On the dielectrically observable consequences of the diffusional motions of lipids and proteins in membranes. 2. Experiments with microbial cells, protoplasts and membrane vesicles

Role of Plasma Membrane at Dielectric Relaxations and Intermembrane Interaction in Human Erythrocytes

Dielectric relaxations at 1.4 MHz (β_sp) and 9 MHz (γ1_sp) on the erythrocyte spectrin network were studied by dielectric spectroscopy using dense suspensions of erythrocytes and erythrocyte ghost membranes, subjected to extraction with up to 0.2% volume Triton-X-100. The step-wise extraction of up to 60% of membrane lipids preserved γ1_sp and gradually removed β_sp-relaxation. On increasing the concentration up to 100 mM of NaCl at either side of erythrocyte plasma membranes, the β_sp-relaxation was linearly enhanced, while the strength of γ1_sp-relaxation remained unchanged. In media with NaCl between 100 and 150 mM β_sp-relaxation became slightly inhibited, while γ1_sp-relaxation almost disappeared, possibly due to the decreased electrostatic repulsion allowing erythrocytes to come into closer contact.

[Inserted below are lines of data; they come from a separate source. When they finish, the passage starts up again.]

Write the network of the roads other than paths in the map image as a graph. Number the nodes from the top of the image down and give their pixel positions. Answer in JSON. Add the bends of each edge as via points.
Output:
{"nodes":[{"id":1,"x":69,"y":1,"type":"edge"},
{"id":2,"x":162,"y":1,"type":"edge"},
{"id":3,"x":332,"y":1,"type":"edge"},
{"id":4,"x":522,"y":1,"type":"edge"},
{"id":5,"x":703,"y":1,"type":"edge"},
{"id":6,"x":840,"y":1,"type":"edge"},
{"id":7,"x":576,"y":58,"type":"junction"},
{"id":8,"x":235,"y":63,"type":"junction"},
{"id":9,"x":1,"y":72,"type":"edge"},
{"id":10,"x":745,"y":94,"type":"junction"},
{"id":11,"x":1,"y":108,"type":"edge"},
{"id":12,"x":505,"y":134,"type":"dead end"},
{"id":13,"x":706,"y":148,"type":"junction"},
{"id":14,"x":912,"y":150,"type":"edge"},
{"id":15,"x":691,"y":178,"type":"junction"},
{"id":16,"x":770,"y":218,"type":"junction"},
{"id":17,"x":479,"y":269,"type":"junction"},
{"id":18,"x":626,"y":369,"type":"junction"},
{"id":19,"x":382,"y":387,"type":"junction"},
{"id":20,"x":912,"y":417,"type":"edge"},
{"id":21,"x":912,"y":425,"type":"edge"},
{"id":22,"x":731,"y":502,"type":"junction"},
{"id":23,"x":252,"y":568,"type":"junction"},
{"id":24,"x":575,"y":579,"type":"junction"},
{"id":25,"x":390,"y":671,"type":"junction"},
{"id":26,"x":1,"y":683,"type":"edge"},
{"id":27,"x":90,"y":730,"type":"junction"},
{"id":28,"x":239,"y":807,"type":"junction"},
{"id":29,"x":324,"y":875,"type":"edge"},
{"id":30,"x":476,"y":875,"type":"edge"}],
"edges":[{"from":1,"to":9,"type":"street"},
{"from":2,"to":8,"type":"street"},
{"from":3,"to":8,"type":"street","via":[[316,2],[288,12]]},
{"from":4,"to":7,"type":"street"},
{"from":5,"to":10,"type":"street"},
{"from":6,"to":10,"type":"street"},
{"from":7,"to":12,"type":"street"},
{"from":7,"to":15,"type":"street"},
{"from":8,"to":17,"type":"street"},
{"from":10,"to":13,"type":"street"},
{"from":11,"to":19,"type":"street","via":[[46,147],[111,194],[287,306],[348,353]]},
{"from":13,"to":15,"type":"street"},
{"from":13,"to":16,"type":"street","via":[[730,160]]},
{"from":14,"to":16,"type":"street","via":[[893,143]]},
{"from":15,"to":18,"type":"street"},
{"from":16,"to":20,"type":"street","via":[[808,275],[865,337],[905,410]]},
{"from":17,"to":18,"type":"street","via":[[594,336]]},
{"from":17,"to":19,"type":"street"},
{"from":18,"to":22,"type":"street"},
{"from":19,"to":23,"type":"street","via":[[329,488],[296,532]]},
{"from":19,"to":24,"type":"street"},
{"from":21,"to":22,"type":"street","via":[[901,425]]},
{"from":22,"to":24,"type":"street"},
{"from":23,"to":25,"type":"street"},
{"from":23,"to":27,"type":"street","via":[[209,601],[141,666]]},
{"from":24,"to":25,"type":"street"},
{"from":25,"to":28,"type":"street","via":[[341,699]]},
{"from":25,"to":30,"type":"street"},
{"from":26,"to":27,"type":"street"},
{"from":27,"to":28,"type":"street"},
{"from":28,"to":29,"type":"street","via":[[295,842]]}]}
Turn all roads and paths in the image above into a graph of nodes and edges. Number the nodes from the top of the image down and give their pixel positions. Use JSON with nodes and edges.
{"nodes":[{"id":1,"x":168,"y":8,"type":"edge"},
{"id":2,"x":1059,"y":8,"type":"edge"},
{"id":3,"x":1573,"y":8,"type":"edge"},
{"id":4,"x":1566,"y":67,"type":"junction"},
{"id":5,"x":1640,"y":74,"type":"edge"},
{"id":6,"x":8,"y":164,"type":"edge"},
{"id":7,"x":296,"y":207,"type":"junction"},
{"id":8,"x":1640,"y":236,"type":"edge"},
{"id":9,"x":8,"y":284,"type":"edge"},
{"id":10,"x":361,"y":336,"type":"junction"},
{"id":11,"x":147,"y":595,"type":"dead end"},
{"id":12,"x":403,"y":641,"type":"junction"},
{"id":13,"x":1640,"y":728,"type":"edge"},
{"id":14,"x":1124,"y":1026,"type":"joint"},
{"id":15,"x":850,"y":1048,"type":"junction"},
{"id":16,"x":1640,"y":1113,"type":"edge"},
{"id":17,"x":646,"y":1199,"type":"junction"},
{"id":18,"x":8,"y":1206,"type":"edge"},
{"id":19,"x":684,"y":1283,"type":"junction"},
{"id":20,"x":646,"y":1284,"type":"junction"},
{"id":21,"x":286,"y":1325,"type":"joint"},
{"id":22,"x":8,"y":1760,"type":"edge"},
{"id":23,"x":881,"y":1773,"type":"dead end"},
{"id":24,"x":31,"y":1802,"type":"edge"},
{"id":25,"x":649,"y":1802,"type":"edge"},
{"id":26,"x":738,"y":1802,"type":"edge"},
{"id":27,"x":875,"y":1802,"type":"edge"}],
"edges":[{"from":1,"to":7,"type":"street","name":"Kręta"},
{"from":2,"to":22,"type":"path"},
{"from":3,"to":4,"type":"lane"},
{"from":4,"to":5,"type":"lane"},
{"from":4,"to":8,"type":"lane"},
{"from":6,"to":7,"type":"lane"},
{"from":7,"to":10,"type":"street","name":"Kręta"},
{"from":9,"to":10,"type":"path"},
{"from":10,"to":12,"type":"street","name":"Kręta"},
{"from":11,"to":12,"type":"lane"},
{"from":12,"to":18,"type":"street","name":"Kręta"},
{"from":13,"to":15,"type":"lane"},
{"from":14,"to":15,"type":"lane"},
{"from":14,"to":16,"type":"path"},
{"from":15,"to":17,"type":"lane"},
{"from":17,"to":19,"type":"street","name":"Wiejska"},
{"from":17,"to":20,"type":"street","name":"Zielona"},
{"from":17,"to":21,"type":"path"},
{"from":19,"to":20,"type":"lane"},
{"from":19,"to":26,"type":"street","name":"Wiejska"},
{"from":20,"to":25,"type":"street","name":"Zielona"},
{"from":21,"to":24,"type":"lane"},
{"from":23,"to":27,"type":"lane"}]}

When these media contained, at concentrations 10-30 mg/mL dextran (MW 7 kDa), polyethylene glycol or polyvinylpyrrolidone (40 kDa), or albumin or homologous plasma with equivalent concentration of albumin, the γ1_sp-relaxation was about tenfold enhanced, while β_sp-relaxation was strengthened or preserved. The results suggest the Maxwell-Vagner accumulation of ions on the lipid bilayer as an energy source for β_sp-relaxation. While β_sp-relaxation appears sensitive to erythrocyte membrane deformability, γ1_sp-relaxation could be a sensitive marker for the inter-membrane interactions between erythrocytes.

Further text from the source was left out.